Monday, December 7, 2009

The casting nightmare continues

Welcome back to hell. Yesterday I explained how we wanted Andrea Martin for the lead in our 1979 NBC pilot CHARACTERS and the network casting VP, "Matriarch" wanted Toni Tennille.

The pilot was greenlit in February, scheduled to film in April, and be in consideration for NBC’s fall line-up. But these casting impasses forced us to push back to October. The rippling effect of problems that caused will be the subject of another grisly chapter.

For these screen tests we had to hire a full crew, build make-shift sets, and have a DGA director direct it. The budget for our little show was hemorrhaging. The director we had hired for the pilot was busy directing something else the day of the test so we had to hire a different director, someone we had never met. He proved to be a charming guy and did a terrific job.

We wrote a new scene for the test. We didn’t want Matriarch to hate everybody just because she’s already not laughed at the scene thirty times.

We assembled twelve actors, put them in six teams and filmed the screen tests. It took all day.

Ultimately, this was a pointless exercise because Matriarch hated everybody. Andrea had no shot. A couple others were discarded because they looked too “ethnic” (read: Jewish).

Now what?

There was a Broadway actress Matriarch liked. We should get her. We saw her tape and liked her too. But she was the toast of Broadway and didn’t want to do a series. I don't blame her. That wasted a month.

Time was running out. We had seen practically everybody.
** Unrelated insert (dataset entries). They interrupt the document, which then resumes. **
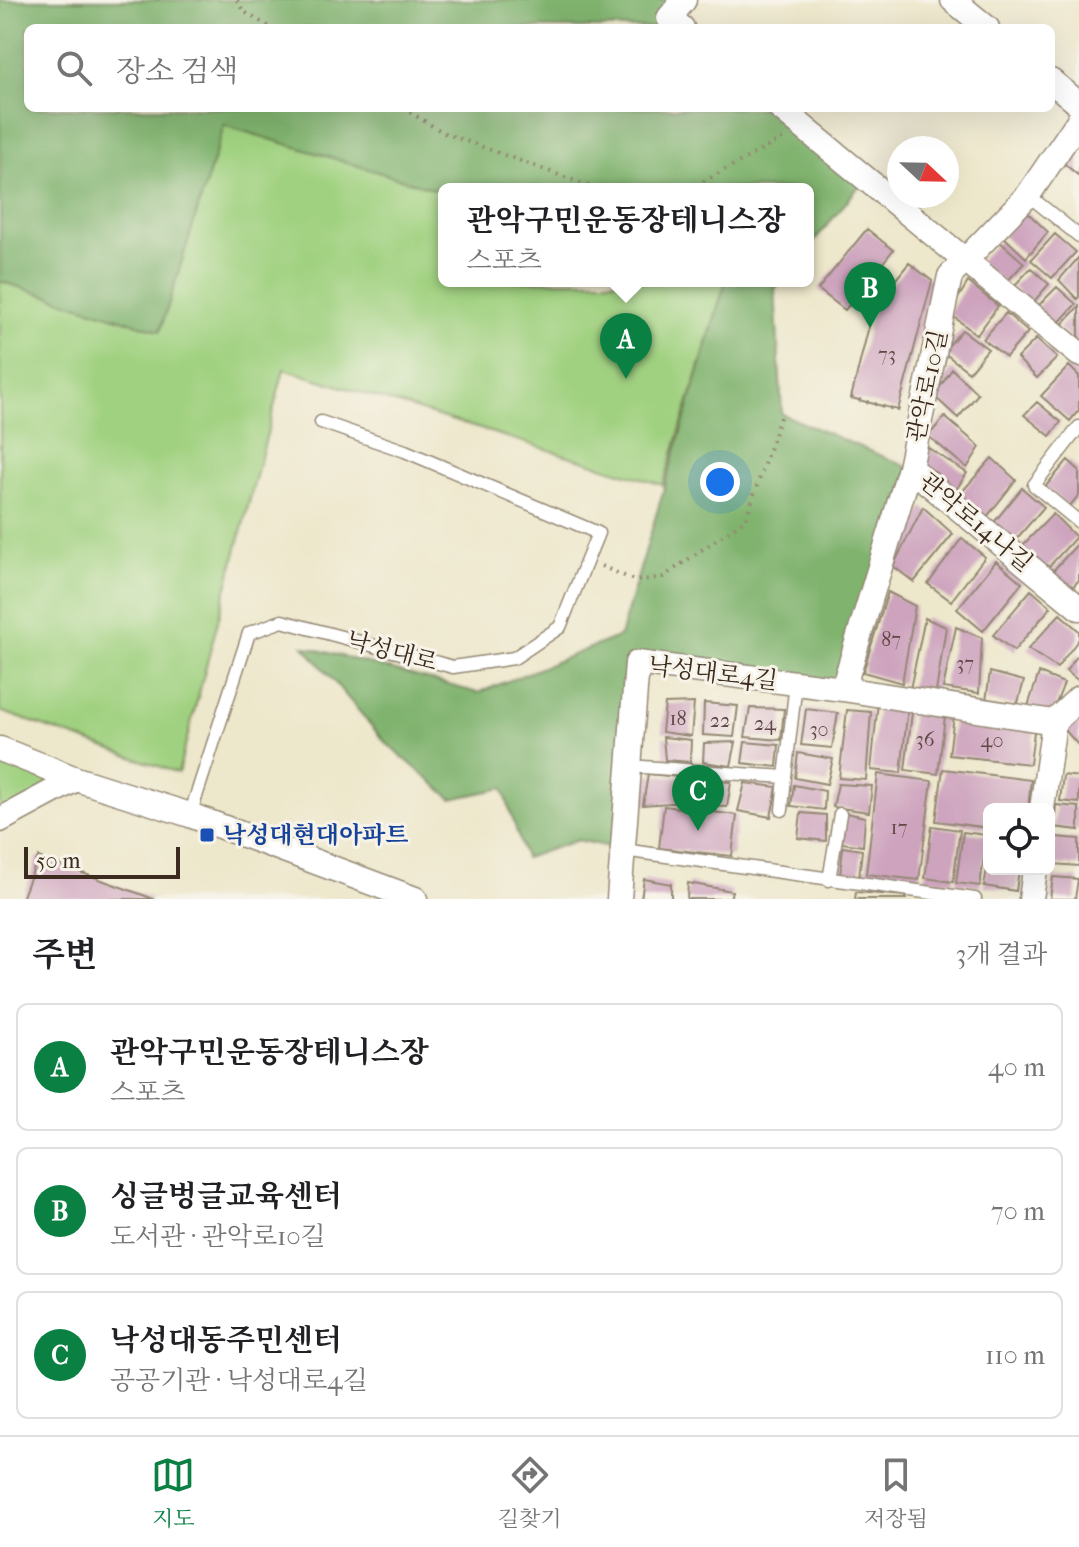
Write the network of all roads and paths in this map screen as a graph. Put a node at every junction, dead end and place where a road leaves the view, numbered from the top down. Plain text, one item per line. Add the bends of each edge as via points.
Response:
1 (237, 0) edge
2 (953, 0) edge
3 (264, 24) edge
4 (982, 24) edge
5 (1055, 84) edge
6 (1079, 104) edge
7 (410, 112) edge
8 (785, 112) edge
9 (1079, 120) edge
10 (804, 127) junction
11 (581, 183) edge
12 (700, 183) edge
13 (1028, 195) junction
14 (1079, 236) edge
15 (965, 258) junction
16 (1079, 354) edge
17 (851, 398) dead end
18 (781, 414) dead end
19 (921, 416) junction
20 (321, 422) dead end
21 (1079, 427) edge
22 (910, 468) junction
23 (1079, 522) edge
24 (587, 560) junction
25 (1079, 608) edge
26 (796, 683) junction
27 (843, 689) junction
28 (1079, 698) edge
29 (1054, 722) junction
30 (0, 749) edge
31 (629, 766) junction
32 (785, 777) junction
33 (76, 779) junction
34 (1043, 803) edge
35 (782, 810) dead end
36 (840, 814) dead end
37 (190, 815) junction
38 (0, 820) edge
39 (623, 850) junction
40 (1034, 875) edge
41 (829, 880) junction
42 (415, 899) edge
43 (619, 899) edge
44 (975, 899) edge
45 (1031, 899) edge

1 - 3 path via 243,11
2 - 4 street
5 - 6 street
7 - 11 path via 444,133
8 - 10 street
9 - 13 street, 관악로10길
10 - 12 path
10 - 15 street
13 - 14 lane
13 - 15 street, 관악로10길
15 - 16 street
15 - 19 street, 관악로10길 via 950,276
17 - 19 path
18 - 24 path via 746,519 663,577 636,581
19 - 22 street, 관악로10길
20 - 24 lane, 낙성대로 via 405,451 598,533
21 - 23 lane via 1034,485
22 - 25 street, 관악로14나길
22 - 27 street, 관악로10길
24 - 37 lane, 낙성대로 via 560,627 514,658 453,667 282,621 249,633
26 - 27 street, 낙성대로4길
26 - 31 street, 낙성대로4길 via 637,663
26 - 32 lane, 낙성대로4길
27 - 29 street, 낙성대로4길
28 - 29 street
29 - 34 street
30 - 33 street
31 - 32 lane
31 - 39 street, 낙성대로4길
32 - 35 lane, 낙성대로4길
33 - 37 street
33 - 38 street
36 - 41 lane
37 - 42 street
39 - 41 lane
39 - 43 street, 낙성대로4길
40 - 45 street
41 - 44 lane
Begrudgingly, Matriarch said we could test the girl she hated the least and one that we wanted. We would meet at NBC at 4:00 Thursday in a rehearsal hall; each actress would audition and one of the two would be chosen.

The morning of the tests we get a call from Matriarch’s assistant. There will be another final candidate – this actress from New York. We had seen her in New York and hated her. But she was a friend of Woody Allen’s and had him call Matriarch on her behalf. Matriarch was all excited that Woody Allen called her personally so she agreed to fly her out from New York.

We were furious. There was no way we were going to do the show with this lox. She was TERRIBLE. But we had to at least go through the motions.

At 2:00 we get another call from Matriarch’s assistant. Matriarch will only be available for fifteen minutes so can only see two candidates, not three. Guess which one got bumped? Yep. Our candidate.

We go to NBC. Woody Allen’s actress reads first and is appallingly bad. Even Matriarch is stunned. Candidate number two, Maggie Roswell reads and does a lovely job. And following Woody’s trainwreck she was absolutely Lucy.

Since Maggie (pictured above) was one of the six we had approved we were thrilled to have her. (She even looked a little like our prototype -- Gilda Radner.) And she rewarded us by doing a great job on the pilot. Maggie later went on to do character voices for THE SIMPSONS for quite a few years.

And that's just one part. There were three others.